Task item:
Among the entries, find each line that includes the string "Ocampo" and list it.
══ Information given
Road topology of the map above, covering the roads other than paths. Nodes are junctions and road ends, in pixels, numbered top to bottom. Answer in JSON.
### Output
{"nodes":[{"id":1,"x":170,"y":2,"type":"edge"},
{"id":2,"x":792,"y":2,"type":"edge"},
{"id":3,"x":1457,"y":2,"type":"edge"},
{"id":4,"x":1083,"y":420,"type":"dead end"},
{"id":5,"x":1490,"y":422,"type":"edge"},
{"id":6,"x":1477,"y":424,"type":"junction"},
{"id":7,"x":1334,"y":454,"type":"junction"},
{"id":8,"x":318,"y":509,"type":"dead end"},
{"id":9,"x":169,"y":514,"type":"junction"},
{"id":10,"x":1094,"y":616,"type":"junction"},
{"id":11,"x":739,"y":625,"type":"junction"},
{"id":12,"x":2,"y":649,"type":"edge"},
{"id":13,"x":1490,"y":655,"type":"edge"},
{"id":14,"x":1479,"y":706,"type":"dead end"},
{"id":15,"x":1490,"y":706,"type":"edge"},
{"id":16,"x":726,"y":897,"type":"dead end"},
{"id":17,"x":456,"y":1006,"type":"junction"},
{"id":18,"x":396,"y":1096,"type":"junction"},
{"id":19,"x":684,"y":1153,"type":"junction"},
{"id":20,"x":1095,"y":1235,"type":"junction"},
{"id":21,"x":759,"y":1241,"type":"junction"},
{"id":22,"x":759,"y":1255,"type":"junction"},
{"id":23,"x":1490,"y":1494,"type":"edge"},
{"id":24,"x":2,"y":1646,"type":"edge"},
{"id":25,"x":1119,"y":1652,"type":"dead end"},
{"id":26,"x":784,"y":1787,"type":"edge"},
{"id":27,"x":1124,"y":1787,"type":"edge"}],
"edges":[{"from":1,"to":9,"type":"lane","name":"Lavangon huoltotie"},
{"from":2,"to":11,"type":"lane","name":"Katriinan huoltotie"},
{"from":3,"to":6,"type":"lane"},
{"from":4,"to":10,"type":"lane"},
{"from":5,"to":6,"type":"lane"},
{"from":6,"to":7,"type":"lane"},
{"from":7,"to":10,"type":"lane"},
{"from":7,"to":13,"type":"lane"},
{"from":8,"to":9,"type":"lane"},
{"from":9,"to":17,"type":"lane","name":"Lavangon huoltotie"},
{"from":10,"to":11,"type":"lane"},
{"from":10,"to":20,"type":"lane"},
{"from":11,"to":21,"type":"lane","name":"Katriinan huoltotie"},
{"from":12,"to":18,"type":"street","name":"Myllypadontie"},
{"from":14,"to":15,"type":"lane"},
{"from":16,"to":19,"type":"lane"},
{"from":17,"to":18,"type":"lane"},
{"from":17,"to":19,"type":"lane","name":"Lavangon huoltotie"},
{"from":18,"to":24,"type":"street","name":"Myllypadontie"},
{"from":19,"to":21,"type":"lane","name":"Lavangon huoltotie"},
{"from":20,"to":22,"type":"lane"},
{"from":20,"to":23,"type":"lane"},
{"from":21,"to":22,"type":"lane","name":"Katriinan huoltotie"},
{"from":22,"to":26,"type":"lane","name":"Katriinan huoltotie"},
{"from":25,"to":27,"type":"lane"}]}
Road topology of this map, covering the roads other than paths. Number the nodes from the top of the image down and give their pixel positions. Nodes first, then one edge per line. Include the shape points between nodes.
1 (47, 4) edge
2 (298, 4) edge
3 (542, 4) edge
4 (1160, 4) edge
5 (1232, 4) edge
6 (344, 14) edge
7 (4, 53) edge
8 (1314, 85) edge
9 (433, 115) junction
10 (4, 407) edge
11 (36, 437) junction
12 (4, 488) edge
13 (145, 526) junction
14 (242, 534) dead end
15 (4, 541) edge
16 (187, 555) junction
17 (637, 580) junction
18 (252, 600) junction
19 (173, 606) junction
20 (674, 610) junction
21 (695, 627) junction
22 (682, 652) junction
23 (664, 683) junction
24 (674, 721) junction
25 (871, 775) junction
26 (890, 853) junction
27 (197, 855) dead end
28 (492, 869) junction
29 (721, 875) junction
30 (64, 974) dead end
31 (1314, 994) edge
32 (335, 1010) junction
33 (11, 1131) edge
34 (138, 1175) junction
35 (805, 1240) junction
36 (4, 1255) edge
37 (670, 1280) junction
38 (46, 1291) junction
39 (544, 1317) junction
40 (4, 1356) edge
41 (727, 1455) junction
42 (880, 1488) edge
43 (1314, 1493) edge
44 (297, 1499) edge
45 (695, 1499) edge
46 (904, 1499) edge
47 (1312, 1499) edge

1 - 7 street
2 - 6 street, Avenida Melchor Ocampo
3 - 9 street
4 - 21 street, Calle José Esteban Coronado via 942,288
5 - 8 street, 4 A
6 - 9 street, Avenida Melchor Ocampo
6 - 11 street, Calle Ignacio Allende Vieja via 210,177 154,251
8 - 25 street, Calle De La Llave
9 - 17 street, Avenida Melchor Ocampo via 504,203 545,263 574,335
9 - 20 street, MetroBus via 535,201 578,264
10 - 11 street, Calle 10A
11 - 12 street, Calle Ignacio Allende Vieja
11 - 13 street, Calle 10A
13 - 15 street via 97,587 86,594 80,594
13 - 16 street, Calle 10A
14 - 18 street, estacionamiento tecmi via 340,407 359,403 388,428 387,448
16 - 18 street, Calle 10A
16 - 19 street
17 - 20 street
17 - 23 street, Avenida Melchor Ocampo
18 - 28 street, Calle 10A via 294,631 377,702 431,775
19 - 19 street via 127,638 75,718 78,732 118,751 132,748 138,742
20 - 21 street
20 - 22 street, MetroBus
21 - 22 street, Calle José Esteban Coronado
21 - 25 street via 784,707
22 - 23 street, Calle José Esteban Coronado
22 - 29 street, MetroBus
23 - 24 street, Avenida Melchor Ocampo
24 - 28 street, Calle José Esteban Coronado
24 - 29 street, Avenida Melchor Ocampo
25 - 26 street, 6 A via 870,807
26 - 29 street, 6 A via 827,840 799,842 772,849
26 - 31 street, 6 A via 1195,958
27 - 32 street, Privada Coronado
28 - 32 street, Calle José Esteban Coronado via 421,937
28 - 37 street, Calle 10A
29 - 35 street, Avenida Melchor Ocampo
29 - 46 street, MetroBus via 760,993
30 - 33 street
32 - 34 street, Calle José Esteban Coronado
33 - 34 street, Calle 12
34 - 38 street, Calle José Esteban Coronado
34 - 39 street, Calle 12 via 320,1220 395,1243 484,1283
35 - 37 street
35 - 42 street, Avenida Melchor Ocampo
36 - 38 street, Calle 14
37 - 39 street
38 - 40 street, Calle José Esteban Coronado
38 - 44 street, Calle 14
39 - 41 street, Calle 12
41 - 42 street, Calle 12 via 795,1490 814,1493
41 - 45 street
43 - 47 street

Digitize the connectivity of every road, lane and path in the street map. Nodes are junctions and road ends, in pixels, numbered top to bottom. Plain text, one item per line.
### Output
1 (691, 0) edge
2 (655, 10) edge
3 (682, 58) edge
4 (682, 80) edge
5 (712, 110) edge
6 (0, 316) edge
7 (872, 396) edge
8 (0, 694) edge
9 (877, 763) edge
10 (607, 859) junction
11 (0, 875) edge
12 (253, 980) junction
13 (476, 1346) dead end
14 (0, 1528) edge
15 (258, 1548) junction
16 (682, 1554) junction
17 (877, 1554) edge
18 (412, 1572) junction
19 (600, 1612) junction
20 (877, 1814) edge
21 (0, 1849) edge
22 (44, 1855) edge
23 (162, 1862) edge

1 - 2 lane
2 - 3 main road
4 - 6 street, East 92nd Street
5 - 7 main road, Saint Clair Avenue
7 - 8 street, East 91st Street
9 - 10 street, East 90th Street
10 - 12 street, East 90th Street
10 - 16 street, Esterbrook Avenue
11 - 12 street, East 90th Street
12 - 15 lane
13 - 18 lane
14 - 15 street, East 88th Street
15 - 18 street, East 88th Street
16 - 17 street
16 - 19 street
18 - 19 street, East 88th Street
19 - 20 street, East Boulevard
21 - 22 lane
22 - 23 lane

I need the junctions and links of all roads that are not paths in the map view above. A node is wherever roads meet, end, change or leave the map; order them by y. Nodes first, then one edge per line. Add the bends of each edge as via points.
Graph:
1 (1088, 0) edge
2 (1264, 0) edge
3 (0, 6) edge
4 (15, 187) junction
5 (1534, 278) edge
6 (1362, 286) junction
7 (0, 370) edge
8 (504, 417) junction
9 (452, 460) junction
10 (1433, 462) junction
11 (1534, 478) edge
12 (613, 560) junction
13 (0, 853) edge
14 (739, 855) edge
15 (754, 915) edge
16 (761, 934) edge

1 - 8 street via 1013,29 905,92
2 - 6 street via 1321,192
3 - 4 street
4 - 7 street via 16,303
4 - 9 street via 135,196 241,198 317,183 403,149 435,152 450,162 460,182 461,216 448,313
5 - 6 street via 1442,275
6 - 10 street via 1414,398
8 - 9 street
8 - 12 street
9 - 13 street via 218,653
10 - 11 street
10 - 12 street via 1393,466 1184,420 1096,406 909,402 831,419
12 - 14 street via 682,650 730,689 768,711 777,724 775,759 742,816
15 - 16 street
════
Problem solution:
2 - 6 street, Avenida Melchor Ocampo
6 - 9 street, Avenida Melchor Ocampo
9 - 17 street, Avenida Melchor Ocampo via 504,203 545,263 574,335
17 - 23 street, Avenida Melchor Ocampo
23 - 24 street, Avenida Melchor Ocampo
24 - 29 street, Avenida Melchor Ocampo
29 - 35 street, Avenida Melchor Ocampo
35 - 42 street, Avenida Melchor Ocampo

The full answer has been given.